** PROBLEM TO SOLVE **
An exact, complete copy of the entries is needed, with the pictures left out.

** EXERCISE MATERIALS **
-------
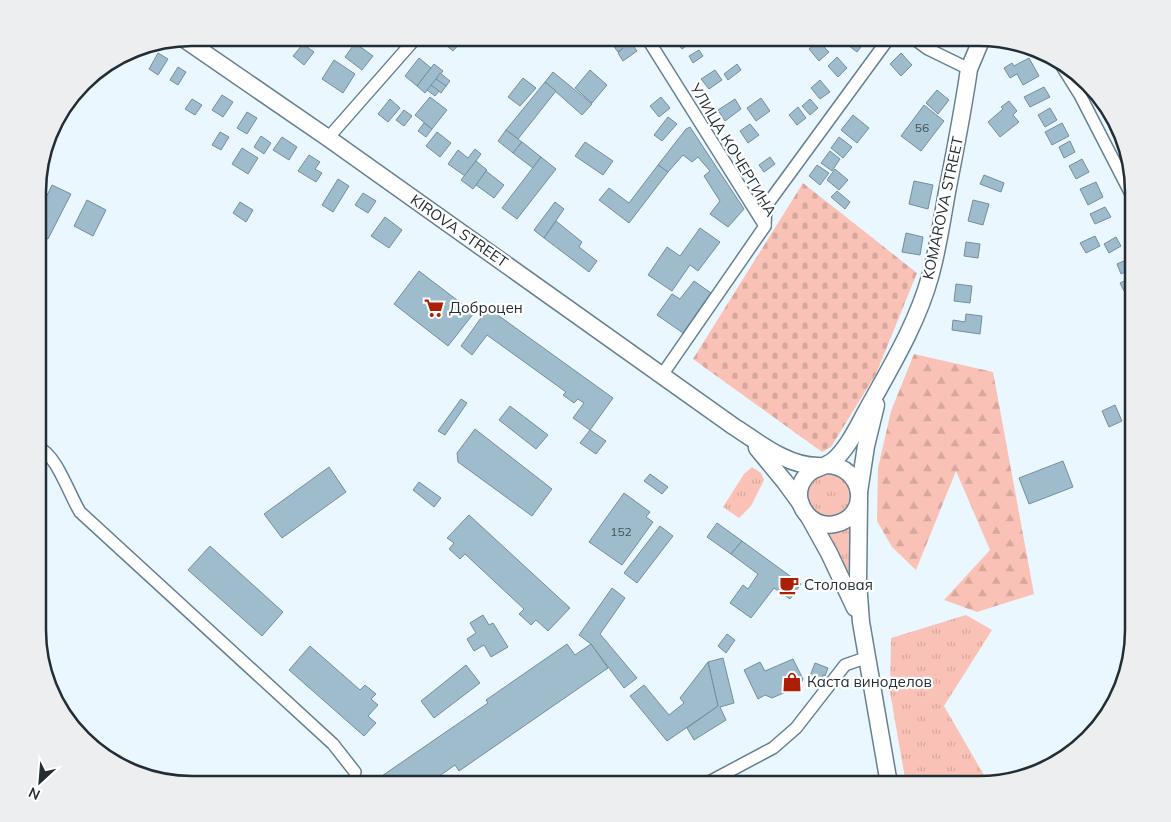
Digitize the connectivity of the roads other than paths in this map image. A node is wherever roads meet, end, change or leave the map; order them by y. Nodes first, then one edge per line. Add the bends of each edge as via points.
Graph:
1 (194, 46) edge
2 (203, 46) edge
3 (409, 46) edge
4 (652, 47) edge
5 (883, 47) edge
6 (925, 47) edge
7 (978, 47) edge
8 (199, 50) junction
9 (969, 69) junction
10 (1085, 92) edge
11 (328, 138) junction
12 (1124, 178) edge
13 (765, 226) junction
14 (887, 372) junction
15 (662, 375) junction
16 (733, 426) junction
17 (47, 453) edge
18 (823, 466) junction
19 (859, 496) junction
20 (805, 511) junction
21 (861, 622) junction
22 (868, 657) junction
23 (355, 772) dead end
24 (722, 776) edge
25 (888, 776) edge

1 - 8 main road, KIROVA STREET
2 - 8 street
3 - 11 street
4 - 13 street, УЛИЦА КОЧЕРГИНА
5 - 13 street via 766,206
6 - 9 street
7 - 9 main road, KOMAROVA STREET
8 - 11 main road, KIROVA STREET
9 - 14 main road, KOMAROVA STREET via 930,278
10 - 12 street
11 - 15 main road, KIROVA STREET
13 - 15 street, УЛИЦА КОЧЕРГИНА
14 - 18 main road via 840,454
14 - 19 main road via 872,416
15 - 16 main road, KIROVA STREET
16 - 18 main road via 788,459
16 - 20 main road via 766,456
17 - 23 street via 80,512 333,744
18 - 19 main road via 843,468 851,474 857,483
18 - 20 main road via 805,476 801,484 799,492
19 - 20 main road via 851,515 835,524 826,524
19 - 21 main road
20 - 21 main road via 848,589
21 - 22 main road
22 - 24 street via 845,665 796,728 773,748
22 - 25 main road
-------
** ANSWER SPACE **
Digitize the connectivity of the roads other than paths in this map image. A node is wherever roads meet, end, change or leave the map; order them by y. Nodes first, then one edge per line. Add the bends of each edge as via points.
Graph:
1 (194, 46) edge
2 (203, 46) edge
3 (409, 46) edge
4 (652, 47) edge
5 (883, 47) edge
6 (925, 47) edge
7 (978, 47) edge
8 (199, 50) junction
9 (969, 69) junction
10 (1085, 92) edge
11 (328, 138) junction
12 (1124, 178) edge
13 (765, 226) junction
14 (887, 372) junction
15 (662, 375) junction
16 (733, 426) junction
17 (47, 453) edge
18 (823, 466) junction
19 (859, 496) junction
20 (805, 511) junction
21 (861, 622) junction
22 (868, 657) junction
23 (355, 772) dead end
24 (722, 776) edge
25 (888, 776) edge

1 - 8 main road, KIROVA STREET
2 - 8 street
3 - 11 street
4 - 13 street, УЛИЦА КОЧЕРГИНА
5 - 13 street via 766,206
6 - 9 street
7 - 9 main road, KOMAROVA STREET
8 - 11 main road, KIROVA STREET
9 - 14 main road, KOMAROVA STREET via 930,278
10 - 12 street
11 - 15 main road, KIROVA STREET
13 - 15 street, УЛИЦА КОЧЕРГИНА
14 - 18 main road via 840,454
14 - 19 main road via 872,416
15 - 16 main road, KIROVA STREET
16 - 18 main road via 788,459
16 - 20 main road via 766,456
17 - 23 street via 80,512 333,744
18 - 19 main road via 843,468 851,474 857,483
18 - 20 main road via 805,476 801,484 799,492
19 - 20 main road via 851,515 835,524 826,524
19 - 21 main road
20 - 21 main road via 848,589
21 - 22 main road
22 - 24 street via 845,665 796,728 773,748
22 - 25 main road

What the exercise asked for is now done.